It's easy to take access to healthcare services for granted. We expect to be able to find a healthcare provider to help us whenever we need it. But this simply isn't true for a staggering number of people in the U.S. and worldwide who live in areas with extreme healthcare shortages.
A health professional shortage area (HPSA) is an area with a shortage of primary care, mental health, or dental care providers. HPSAs may be further classified according to geographic location, the population served, or the types of facilities providing services. According to the Henry J. Kaiser Family Foundation, in order to be designated as an HPSA, an area's population-to-provider ratio for primary care must be at least 3,500 people for every primary care provider—or 3,000-to-1 if the community has unusually high primary care needs.
The U.S. Department of Health and Human Services estimates that, as of January 15, 2019, almost 80 million people in the U.S. lack access to primary care services. That's nearly one-quarter of the country.
Truly, healthcare shortage is a crisis.
Addressing healthcare shortages.
Fortunately, some organizations are dedicated to solving healthcare shortages. The Health Resources and Services Administration, an agency of the U.S. Department of Health and Human Services, helps people in need of high-quality primary healthcare. Working under the oversight of the Health Resources and Services Administration, the Bureau of Health Workforce bolsters the healthcare workforce through scholarships, loans, training grants, and loan repayment programs.

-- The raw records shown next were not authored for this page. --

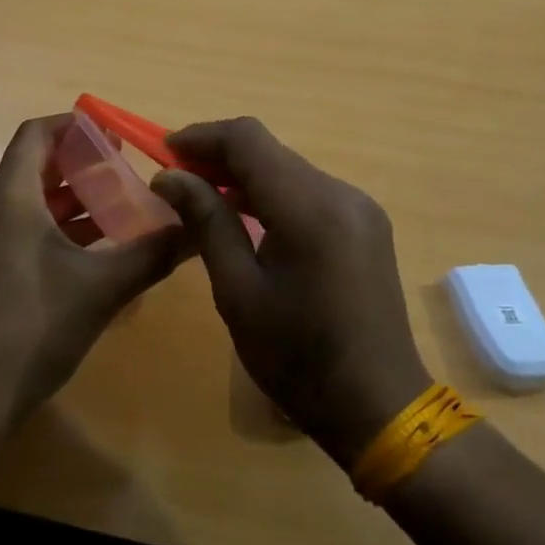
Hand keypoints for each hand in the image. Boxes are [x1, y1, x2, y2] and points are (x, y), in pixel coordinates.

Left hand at [0, 114, 188, 427]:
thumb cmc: (35, 327)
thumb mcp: (103, 288)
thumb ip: (152, 252)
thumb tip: (196, 228)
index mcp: (8, 197)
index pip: (36, 134)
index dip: (74, 126)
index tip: (112, 134)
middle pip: (33, 164)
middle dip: (79, 164)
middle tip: (124, 170)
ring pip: (25, 197)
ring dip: (68, 197)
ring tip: (117, 205)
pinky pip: (16, 223)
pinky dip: (51, 223)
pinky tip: (90, 245)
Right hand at [152, 118, 430, 464]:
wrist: (380, 407)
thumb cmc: (298, 358)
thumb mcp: (238, 292)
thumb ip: (206, 222)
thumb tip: (169, 176)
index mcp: (310, 208)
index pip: (248, 140)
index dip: (202, 137)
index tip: (164, 153)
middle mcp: (341, 193)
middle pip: (270, 150)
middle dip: (219, 155)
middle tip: (176, 179)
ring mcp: (359, 207)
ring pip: (288, 168)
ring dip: (244, 174)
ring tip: (202, 197)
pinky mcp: (365, 223)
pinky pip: (308, 191)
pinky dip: (272, 193)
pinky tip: (247, 217)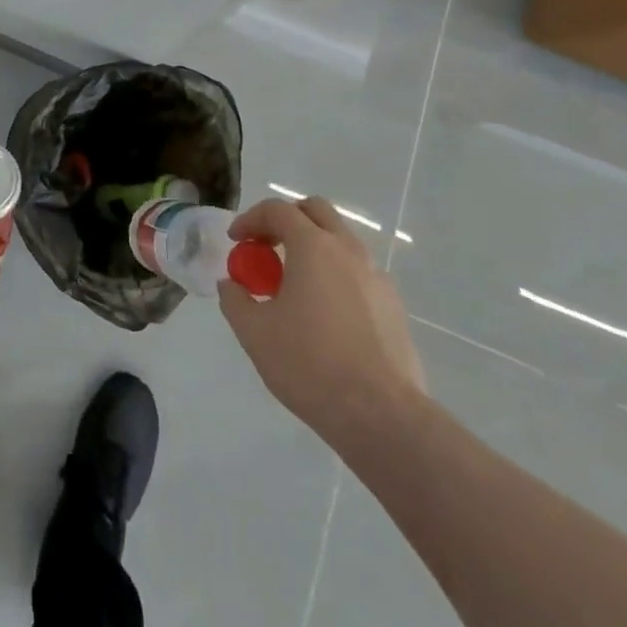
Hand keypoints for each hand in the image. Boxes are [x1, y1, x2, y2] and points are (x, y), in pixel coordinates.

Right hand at [219, 196, 427, 445]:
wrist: (381, 417)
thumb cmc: (310, 365)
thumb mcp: (254, 333)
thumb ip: (234, 299)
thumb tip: (232, 284)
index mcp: (313, 247)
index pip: (278, 210)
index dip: (251, 219)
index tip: (236, 240)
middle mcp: (348, 251)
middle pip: (316, 212)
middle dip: (287, 220)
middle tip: (267, 248)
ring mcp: (376, 278)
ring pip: (341, 242)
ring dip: (313, 248)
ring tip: (294, 285)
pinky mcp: (394, 307)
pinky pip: (358, 274)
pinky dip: (335, 276)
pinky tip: (325, 314)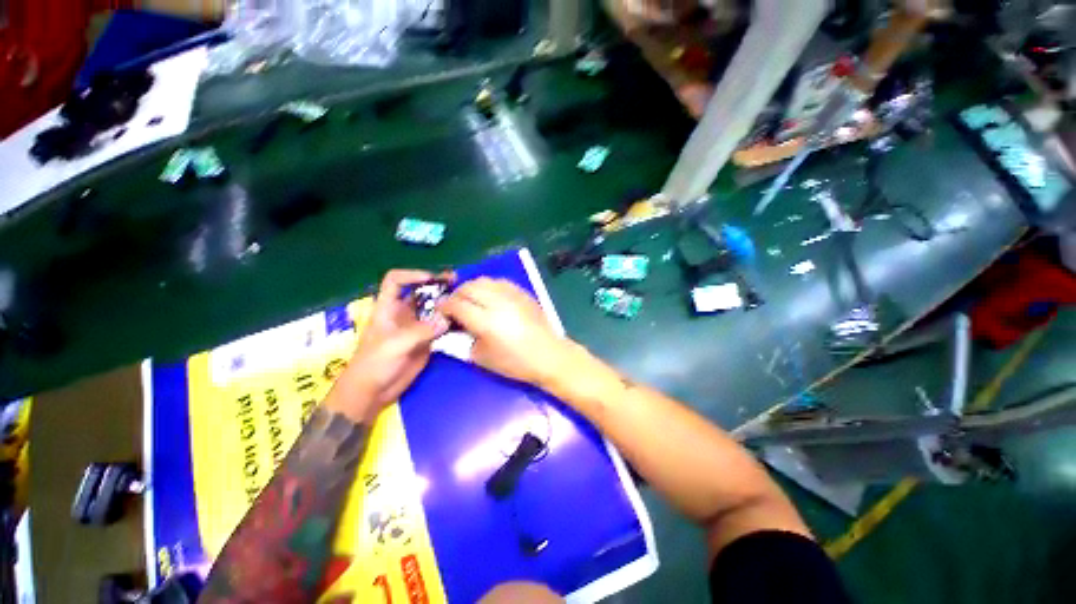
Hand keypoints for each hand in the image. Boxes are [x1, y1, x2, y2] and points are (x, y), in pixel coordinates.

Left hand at [325, 270, 450, 422]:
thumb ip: (420, 331)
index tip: (432, 280)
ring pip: (433, 309)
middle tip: (457, 283)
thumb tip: (446, 319)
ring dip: (447, 304)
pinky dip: (451, 322)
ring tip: (465, 300)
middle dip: (438, 286)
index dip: (412, 275)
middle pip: (421, 293)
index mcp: (388, 308)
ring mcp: (416, 326)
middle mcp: (404, 313)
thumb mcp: (394, 345)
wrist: (373, 392)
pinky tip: (464, 320)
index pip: (395, 281)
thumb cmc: (374, 364)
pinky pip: (441, 326)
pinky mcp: (427, 340)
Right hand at [440, 278, 570, 386]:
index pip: (456, 304)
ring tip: (471, 300)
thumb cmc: (515, 363)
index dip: (444, 307)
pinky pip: (499, 282)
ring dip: (472, 288)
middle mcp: (497, 302)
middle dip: (456, 295)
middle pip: (468, 287)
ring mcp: (512, 294)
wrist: (549, 355)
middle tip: (454, 306)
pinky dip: (489, 287)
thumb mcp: (482, 358)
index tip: (440, 312)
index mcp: (485, 321)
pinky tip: (490, 297)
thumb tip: (456, 326)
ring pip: (483, 281)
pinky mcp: (522, 292)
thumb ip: (464, 339)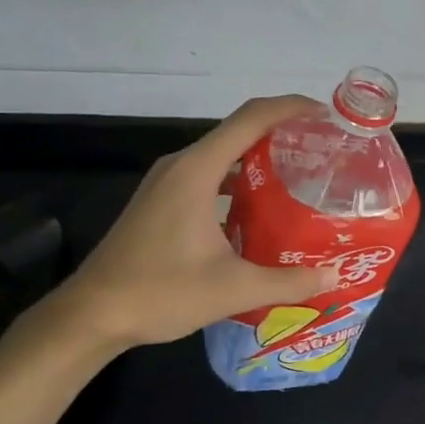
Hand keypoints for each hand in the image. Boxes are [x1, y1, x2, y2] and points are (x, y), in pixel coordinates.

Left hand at [48, 95, 337, 353]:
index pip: (251, 118)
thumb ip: (288, 281)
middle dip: (283, 132)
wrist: (91, 315)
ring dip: (261, 157)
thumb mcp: (232, 289)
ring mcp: (167, 182)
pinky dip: (239, 178)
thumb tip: (333, 276)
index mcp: (197, 170)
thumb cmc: (160, 292)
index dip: (291, 108)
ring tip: (301, 175)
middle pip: (239, 130)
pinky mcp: (160, 200)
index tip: (327, 115)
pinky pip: (208, 173)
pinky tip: (260, 207)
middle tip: (324, 151)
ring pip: (223, 154)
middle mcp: (181, 165)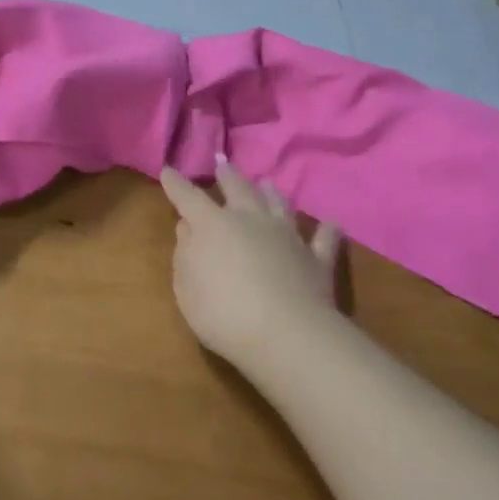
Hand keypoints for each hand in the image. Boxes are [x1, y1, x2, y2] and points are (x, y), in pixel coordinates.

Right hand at [160, 158, 342, 373]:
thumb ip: (185, 255)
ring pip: (279, 205)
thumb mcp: (187, 289)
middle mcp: (251, 221)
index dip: (176, 184)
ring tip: (267, 183)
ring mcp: (287, 236)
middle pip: (239, 190)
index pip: (189, 198)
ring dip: (271, 193)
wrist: (285, 334)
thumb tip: (188, 229)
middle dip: (228, 177)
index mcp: (213, 226)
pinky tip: (331, 223)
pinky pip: (323, 238)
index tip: (168, 170)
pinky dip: (326, 230)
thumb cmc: (223, 313)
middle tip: (223, 165)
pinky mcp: (316, 258)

The Health Professions Training Grants, for example, encourage medical professionals to practice in underserved and vulnerable populations. These include a slew of nursing-specific grants supporting organizations such as the Advanced Nursing Education Workforce, the Nurse Anesthetist Traineeship, and the Nursing Workforce Diversity, among others. All of these provide financial and educational aid to nurses working in HPSAs and other underserved areas.
In fact, nurses are often on the front lines of initiatives that provide care to underserved or isolated communities. Here are a few professional organizations dedicated to bringing nursing and other healthcare services to those in need.

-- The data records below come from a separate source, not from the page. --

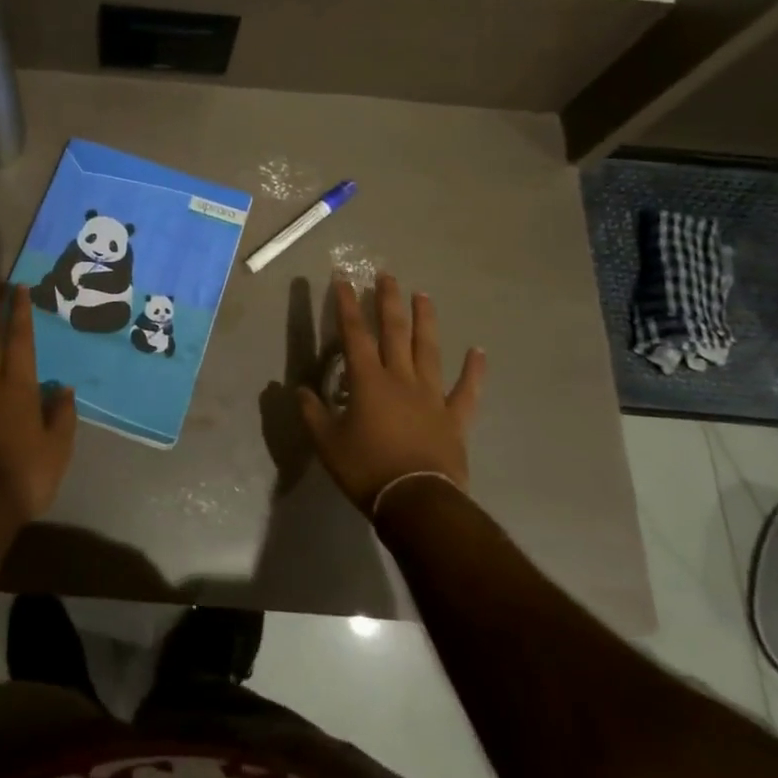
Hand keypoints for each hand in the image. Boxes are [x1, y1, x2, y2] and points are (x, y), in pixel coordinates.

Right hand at [296, 274, 484, 515]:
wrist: (416, 502)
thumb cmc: (366, 469)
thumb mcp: (326, 442)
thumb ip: (312, 412)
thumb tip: (298, 389)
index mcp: (367, 381)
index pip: (354, 334)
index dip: (347, 305)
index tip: (343, 280)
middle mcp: (400, 379)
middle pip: (395, 332)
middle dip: (388, 301)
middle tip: (387, 276)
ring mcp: (431, 396)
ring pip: (429, 350)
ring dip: (426, 321)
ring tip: (424, 295)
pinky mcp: (454, 418)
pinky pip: (467, 390)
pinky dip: (474, 371)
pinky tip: (478, 351)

1. National Health Service Corps. Almost 11,000 members make up the National Health Service Corp (NHSC), an organization committed to growing the primary care workforce in U.S. communities with limited access to care. Nursing students may apply for the NHSC Scholarship Program, which awards scholarships in exchange for a commitment to provide professional primary care services in HPSAs. Nurses who receive scholarships must dedicate at least two years of work providing healthcare services to people in rural or isolated communities. Scholarships vary in amount and may cover up to a full year of educational expenses, including monthly stipends.
2. Love Volunteers. Nursing students and registered nurses can participate in healthcare and medical volunteer programs through Love Volunteers' Medical Internship program. While some nurse volunteers provide direct clinical care, others work in health awareness and education programs designed to help prevent illness and improve quality of life in underserved areas. Love Volunteers offers more than 33 medical internship volunteer programs in areas such as HIV/AIDS support, drug rehabilitation, midwifery, and public health. Nurse volunteers are matched to programs based on interest, experience, and skill level.

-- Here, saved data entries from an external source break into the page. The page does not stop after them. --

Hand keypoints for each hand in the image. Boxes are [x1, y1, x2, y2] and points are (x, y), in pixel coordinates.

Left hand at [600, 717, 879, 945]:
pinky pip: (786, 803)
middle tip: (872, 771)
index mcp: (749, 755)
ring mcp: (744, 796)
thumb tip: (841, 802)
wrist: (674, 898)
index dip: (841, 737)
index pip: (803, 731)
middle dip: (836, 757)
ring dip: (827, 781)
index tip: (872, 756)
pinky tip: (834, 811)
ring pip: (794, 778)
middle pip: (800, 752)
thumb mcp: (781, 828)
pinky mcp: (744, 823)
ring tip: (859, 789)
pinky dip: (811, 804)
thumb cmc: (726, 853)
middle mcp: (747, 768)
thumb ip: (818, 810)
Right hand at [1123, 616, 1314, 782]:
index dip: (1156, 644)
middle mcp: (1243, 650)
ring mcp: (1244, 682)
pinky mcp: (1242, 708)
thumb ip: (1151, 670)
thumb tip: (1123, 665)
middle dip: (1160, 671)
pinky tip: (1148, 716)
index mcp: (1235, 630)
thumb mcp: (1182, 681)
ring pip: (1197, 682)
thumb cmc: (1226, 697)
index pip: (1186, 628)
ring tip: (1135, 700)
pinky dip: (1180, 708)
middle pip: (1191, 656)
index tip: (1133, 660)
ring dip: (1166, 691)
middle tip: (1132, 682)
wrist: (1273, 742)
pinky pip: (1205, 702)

3. AgriSafe Network. If you enjoy the quiet abundance of nature, you might enjoy working in a more rural location helping farmers and other agricultural workers. Caring for those in the agriculture industry requires a unique skill set that's often missing from nurse education programs. To combat this issue and provide access to agriculture-specific healthcare training, the AgriSafe Network offers the AgriSafe Nurse Scholar program. This distance learning opportunity prepares you to identify, assess, and prevent diseases related specifically to agricultural work.
4. Doctors Without Borders. The healthcare shortage is not only prevalent in the United States; it's a global issue as well. The World Health Organization and World Bank estimate that nearly half of the world lacks access to essential healthcare services. Doctors Without Borders employs all types of healthcare workers—including registered nurses—to provide lifesaving medical care in more than 70 countries. Registered nurses and nurse practitioners use their skills to perform a wide variety of tasks, including hospital organization, drug stock management, data collection, and oversight of hygiene measures. Nurse volunteers must commit to at least nine to 12 months of service if accepted into the volunteer program. Doctors Without Borders is particularly interested in nurses with training in public health, infectious diseases, or tropical medicine.
Solving the HPSA problem is a complex undertaking, but nurses from the U.S. and around the world are helping bring healthcare to people with limited options. Your nursing education, skill set, and passion for care put you in a unique position to help those in areas of healthcare shortages.